**Task description**.
From the records below, count the lines holding the string "name". Only the number is wanted.

**Material supplied**.
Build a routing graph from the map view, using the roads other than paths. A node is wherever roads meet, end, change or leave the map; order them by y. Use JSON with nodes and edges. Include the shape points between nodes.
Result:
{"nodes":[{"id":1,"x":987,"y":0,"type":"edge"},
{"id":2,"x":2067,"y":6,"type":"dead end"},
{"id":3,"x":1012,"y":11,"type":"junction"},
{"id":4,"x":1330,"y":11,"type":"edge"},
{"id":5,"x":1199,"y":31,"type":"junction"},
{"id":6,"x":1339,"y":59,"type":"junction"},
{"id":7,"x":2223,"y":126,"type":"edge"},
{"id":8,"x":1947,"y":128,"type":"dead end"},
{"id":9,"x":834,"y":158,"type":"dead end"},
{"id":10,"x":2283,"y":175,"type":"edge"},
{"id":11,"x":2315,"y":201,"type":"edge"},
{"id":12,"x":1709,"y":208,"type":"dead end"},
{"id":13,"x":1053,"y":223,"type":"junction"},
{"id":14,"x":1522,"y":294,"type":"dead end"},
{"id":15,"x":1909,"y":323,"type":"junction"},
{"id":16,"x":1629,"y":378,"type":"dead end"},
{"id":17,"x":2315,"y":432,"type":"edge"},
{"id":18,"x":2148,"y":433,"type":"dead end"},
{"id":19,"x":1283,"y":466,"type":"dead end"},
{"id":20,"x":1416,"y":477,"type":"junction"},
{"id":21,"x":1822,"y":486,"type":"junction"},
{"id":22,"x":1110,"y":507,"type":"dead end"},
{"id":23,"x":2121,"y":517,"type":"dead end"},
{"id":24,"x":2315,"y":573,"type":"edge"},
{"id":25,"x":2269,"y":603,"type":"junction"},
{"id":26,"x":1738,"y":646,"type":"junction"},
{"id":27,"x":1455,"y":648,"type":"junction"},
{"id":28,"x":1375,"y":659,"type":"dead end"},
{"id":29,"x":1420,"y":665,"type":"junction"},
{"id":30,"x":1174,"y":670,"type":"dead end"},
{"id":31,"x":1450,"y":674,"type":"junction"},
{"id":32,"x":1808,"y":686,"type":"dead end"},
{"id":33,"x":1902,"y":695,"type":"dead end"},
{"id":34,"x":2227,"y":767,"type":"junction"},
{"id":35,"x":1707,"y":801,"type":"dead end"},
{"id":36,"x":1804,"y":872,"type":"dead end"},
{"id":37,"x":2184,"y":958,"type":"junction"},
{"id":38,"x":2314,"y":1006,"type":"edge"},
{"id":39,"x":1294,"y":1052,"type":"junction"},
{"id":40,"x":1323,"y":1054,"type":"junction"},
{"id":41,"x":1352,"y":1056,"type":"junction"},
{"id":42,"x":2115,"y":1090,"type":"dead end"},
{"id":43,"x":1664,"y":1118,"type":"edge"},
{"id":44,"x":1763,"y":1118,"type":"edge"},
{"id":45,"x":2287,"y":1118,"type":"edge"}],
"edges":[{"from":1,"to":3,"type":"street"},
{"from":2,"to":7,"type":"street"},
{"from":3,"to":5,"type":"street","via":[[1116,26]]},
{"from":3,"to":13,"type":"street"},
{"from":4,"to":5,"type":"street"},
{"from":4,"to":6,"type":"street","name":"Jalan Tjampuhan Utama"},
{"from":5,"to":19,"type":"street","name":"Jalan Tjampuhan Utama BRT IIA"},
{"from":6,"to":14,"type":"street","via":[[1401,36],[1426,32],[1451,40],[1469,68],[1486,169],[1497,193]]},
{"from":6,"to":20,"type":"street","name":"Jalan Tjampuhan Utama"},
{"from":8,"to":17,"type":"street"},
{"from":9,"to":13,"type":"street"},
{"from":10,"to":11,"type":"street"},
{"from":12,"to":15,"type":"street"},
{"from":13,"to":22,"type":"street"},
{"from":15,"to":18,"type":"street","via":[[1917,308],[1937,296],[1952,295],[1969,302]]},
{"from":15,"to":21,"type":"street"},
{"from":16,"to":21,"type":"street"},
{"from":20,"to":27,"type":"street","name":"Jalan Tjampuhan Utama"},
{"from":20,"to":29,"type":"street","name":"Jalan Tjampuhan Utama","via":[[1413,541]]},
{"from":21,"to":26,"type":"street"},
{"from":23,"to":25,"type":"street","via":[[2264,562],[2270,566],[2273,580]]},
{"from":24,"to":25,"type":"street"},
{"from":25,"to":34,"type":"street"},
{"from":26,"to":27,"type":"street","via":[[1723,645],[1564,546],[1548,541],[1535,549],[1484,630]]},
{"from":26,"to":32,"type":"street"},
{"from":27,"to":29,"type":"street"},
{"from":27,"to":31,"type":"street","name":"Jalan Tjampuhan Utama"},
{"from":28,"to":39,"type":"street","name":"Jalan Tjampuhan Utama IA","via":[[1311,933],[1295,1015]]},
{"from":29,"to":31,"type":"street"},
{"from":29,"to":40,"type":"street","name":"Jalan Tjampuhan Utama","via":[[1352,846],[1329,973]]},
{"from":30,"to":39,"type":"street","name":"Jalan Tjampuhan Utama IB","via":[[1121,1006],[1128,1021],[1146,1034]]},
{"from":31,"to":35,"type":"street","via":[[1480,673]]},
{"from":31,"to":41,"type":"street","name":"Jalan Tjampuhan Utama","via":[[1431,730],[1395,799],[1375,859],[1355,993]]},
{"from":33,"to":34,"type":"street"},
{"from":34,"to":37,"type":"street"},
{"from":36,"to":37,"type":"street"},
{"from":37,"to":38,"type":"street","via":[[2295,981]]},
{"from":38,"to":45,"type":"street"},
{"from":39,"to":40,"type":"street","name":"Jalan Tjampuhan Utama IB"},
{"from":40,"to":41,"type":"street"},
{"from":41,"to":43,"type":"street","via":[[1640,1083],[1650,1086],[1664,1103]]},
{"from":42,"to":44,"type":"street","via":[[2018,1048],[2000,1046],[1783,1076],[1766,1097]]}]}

**Reply to the exercise**.
11